Data for this exercise START

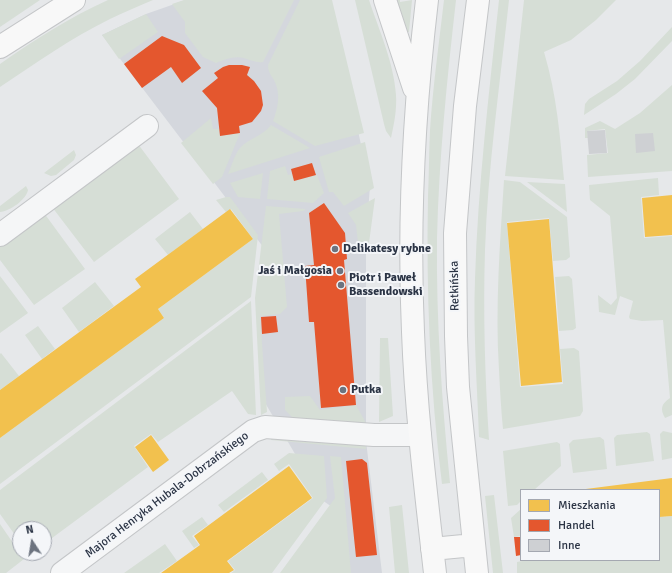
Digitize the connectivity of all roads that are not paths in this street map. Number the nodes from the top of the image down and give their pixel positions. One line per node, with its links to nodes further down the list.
1 (74, 0): 5 (street)
2 (385, 0): 6 (street)
3 (427, 0): 6 (street)
4 (478, 0): 10 (street, Retkińska)
5 (0, 47)
6 (417, 98): 9 (street)
7 (146, 126): 8 (street)
8 (0, 235)
9 (420, 435): 11 (street); 12 (street, Majora Henryka Hubala-Dobrzańskiego)
10 (474, 545): 11 (street); 14 (street, Retkińska)
11 (432, 550): 13 (street)
12 (62, 573)
13 (435, 573)
14 (477, 573)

Data for this exercise END

— What is needed —
What you return must match the data above exactly, with no images included.

— Response to this task —
Digitize the connectivity of all roads that are not paths in this street map. Number the nodes from the top of the image down and give their pixel positions. One line per node, with its links to nodes further down the list.
1 (74, 0): 5 (street)
2 (385, 0): 6 (street)
3 (427, 0): 6 (street)
4 (478, 0): 10 (street, Retkińska)
5 (0, 47)
6 (417, 98): 9 (street)
7 (146, 126): 8 (street)
8 (0, 235)
9 (420, 435): 11 (street); 12 (street, Majora Henryka Hubala-Dobrzańskiego)
10 (474, 545): 11 (street); 14 (street, Retkińska)
11 (432, 550): 13 (street)
12 (62, 573)
13 (435, 573)
14 (477, 573)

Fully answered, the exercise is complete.